Data extract: Begin

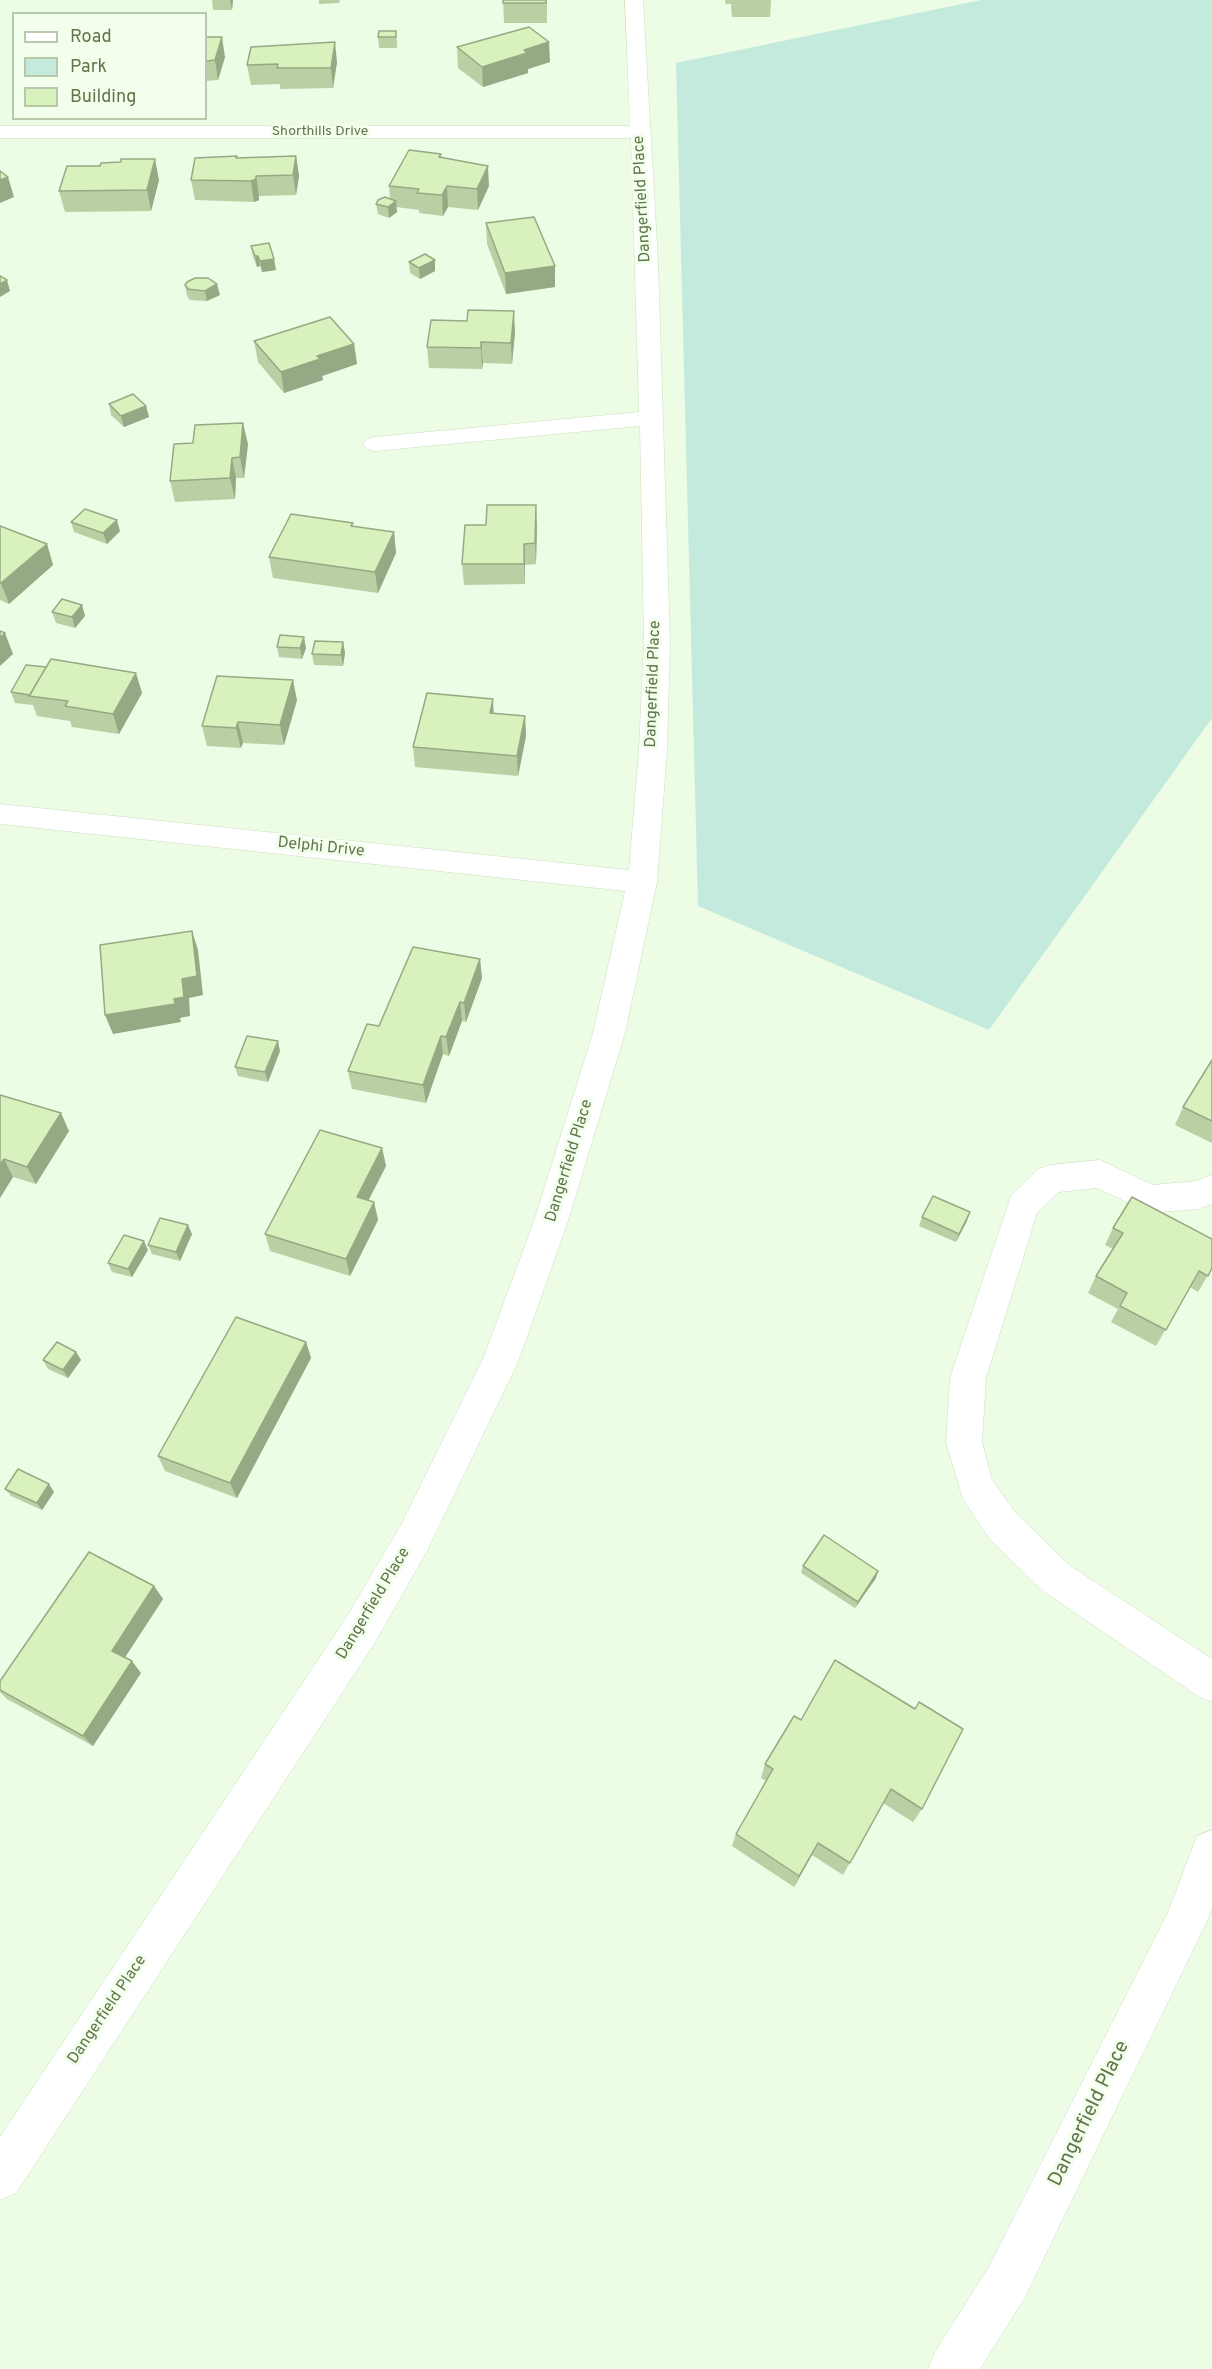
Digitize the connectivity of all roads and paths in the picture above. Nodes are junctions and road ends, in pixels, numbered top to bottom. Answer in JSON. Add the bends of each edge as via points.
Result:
{"nodes":[{"id":1,"x":634,"y":0,"type":"edge"},
{"id":2,"x":0,"y":132,"type":"edge"},
{"id":3,"x":639,"y":132,"type":"junction"},
{"id":4,"x":651,"y":418,"type":"junction"},
{"id":5,"x":375,"y":444,"type":"dead end"},
{"id":6,"x":2,"y":818,"type":"edge"},
{"id":7,"x":642,"y":882,"type":"junction"},
{"id":8,"x":1212,"y":1189,"type":"edge"},
{"id":9,"x":1212,"y":1682,"type":"edge"},
{"id":10,"x":1212,"y":1851,"type":"edge"},
{"id":11,"x":0,"y":2177,"type":"edge"},
{"id":12,"x":952,"y":2369,"type":"edge"}],
"edges":[{"from":1,"to":3,"type":"street","name":"Dangerfield Place"},
{"from":2,"to":3,"type":"street","name":"Shorthills Drive"},
{"from":3,"to":4,"type":"street","name":"Dangerfield Place","via":[[648,272]]},
{"from":4,"to":5,"type":"street"},
{"from":4,"to":7,"type":"street","name":"Dangerfield Place","via":[[657,641]]},
{"from":6,"to":7,"type":"street","name":"Delphi Drive"},
{"from":7,"to":11,"type":"street","name":"Dangerfield Place","via":[[609,1033],[550,1224],[500,1362],[414,1538],[360,1631]]},
{"from":8,"to":9,"type":"street","via":[[1198,1195],[1150,1199],[1100,1174],[1050,1179],[1023,1206],[968,1378],[964,1442],[976,1487],[1002,1525],[1056,1578]]},
{"from":10,"to":12,"type":"street","name":"Dangerfield Place","via":[[1186,1920],[1006,2282]]}]}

Data extract: End

__Exercise objective__: Copy out every line above where "Dangerfield" is present.

__Answer area__:
"edges":[{"from":1,"to":3,"type":"street","name":"Dangerfield Place"},
{"from":3,"to":4,"type":"street","name":"Dangerfield Place","via":[[648,272]]},
{"from":4,"to":7,"type":"street","name":"Dangerfield Place","via":[[657,641]]},
{"from":7,"to":11,"type":"street","name":"Dangerfield Place","via":[[609,1033],[550,1224],[500,1362],[414,1538],[360,1631]]},
{"from":10,"to":12,"type":"street","name":"Dangerfield Place","via":[[1186,1920],[1006,2282]]}]}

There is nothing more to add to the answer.